• _Work instruction_: Across these entries, count the lines holding the string "Greenbriar"; the number is the whole answer.

• _Records provided_:
▼
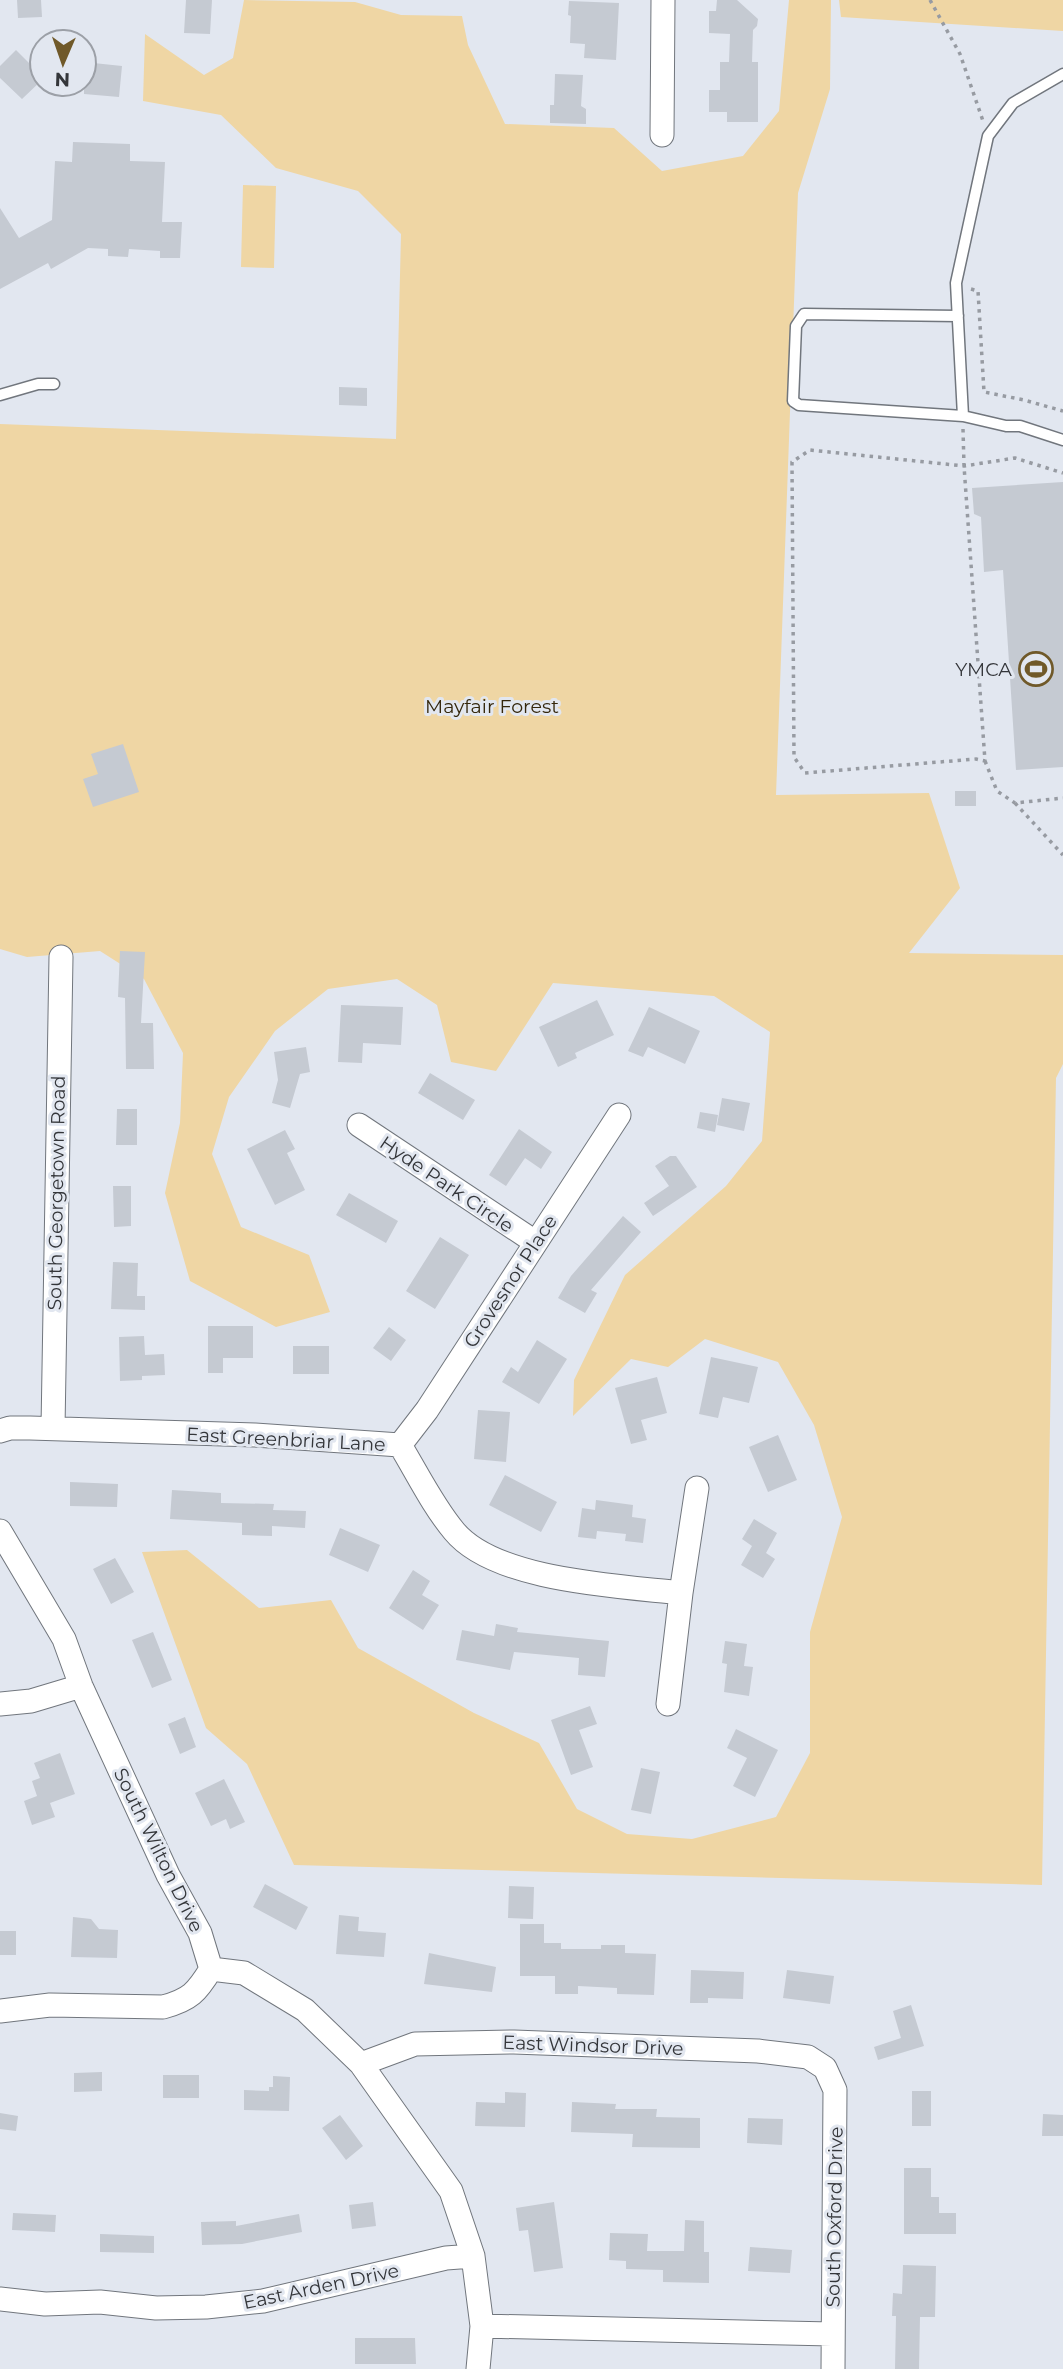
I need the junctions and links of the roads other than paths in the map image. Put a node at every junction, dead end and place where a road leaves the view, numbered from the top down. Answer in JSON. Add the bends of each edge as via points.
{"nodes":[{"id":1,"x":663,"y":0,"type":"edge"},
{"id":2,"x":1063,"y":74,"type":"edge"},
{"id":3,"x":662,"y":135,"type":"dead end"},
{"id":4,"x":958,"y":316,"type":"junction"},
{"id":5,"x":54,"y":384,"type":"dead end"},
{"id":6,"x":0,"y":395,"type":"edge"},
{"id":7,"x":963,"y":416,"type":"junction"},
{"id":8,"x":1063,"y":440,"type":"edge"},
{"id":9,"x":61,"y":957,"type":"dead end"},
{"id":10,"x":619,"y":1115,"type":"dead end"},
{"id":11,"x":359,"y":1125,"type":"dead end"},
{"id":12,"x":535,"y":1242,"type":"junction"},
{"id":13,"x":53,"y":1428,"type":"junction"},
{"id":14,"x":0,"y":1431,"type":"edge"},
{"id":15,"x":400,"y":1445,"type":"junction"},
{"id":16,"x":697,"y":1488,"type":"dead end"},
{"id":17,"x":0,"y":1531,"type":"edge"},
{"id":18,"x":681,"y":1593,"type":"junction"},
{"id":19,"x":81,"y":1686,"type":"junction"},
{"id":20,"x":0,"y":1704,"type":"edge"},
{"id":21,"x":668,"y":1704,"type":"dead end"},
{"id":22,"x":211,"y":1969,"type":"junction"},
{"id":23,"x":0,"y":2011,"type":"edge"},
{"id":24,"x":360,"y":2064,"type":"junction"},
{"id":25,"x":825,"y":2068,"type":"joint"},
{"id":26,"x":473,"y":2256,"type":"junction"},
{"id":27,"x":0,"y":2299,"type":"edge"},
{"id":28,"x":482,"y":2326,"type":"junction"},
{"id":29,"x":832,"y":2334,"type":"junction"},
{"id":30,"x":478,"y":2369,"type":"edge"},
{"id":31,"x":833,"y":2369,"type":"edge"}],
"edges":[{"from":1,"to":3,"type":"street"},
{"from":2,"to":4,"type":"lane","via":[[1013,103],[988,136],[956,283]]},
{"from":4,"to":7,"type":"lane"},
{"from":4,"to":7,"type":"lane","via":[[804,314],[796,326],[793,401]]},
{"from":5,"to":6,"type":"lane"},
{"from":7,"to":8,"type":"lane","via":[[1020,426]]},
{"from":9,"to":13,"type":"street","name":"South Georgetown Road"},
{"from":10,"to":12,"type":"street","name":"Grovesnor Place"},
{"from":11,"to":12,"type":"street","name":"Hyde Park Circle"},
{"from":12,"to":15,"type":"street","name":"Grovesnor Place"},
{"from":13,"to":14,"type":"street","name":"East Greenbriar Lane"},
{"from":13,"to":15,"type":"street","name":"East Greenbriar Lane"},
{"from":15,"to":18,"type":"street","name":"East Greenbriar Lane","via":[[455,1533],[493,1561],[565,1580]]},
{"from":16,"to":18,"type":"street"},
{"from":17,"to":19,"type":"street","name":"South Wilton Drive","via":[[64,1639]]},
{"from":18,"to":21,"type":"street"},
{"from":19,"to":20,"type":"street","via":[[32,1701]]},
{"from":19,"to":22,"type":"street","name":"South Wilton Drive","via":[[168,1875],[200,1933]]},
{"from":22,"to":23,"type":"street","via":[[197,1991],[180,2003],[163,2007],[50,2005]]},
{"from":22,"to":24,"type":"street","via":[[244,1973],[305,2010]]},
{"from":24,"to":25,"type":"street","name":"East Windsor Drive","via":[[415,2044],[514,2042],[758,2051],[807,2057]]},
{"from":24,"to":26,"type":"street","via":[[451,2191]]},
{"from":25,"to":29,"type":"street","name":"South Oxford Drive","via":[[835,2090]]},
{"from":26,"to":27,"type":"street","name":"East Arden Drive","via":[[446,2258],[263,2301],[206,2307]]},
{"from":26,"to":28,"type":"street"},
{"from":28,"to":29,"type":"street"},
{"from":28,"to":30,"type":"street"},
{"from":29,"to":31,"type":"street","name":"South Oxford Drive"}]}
▲
▼
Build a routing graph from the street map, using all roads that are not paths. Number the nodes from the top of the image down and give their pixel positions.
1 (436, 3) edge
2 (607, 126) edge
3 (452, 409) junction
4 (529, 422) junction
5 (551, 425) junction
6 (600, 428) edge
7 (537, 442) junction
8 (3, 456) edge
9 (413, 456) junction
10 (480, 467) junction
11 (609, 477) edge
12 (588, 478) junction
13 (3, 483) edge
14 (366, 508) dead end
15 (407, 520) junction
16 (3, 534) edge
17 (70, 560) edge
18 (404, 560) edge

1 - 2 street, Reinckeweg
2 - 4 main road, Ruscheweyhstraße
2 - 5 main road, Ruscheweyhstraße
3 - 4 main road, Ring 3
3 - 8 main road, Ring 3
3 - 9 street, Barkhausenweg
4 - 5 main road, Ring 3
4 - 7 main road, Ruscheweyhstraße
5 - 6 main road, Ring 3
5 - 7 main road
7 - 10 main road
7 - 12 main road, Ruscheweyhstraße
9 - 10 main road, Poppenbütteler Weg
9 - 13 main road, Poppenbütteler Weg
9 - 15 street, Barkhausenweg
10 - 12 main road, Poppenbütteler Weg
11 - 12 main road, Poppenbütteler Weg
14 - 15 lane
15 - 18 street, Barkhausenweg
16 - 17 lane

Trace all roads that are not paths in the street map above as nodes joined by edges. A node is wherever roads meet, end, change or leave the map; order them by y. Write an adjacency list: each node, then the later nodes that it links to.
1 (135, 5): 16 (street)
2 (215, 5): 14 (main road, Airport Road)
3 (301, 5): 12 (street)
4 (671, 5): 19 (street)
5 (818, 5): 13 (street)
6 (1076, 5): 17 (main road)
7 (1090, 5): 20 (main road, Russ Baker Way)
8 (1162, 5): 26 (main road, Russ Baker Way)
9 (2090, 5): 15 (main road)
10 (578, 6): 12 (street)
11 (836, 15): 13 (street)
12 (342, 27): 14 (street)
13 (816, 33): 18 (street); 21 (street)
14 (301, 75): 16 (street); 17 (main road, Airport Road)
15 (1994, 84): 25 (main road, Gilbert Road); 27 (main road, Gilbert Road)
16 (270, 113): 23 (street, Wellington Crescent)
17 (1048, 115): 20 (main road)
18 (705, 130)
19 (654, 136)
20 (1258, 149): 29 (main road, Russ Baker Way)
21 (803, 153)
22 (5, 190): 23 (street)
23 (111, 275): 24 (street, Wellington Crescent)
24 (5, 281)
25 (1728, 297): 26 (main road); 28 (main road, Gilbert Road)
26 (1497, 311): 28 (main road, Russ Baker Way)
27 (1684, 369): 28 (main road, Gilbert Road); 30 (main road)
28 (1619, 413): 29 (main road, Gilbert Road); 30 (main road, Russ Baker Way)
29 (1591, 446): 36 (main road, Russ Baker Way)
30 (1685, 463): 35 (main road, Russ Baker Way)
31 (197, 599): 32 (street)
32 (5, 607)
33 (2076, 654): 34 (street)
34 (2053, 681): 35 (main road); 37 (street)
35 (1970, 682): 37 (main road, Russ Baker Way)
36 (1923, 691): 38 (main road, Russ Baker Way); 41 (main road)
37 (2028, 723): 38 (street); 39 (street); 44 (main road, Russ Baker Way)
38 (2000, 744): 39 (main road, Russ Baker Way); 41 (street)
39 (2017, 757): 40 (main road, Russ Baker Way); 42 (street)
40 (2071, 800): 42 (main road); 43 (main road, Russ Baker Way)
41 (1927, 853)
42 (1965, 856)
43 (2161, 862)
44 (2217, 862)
▲
• _Answer below_: 3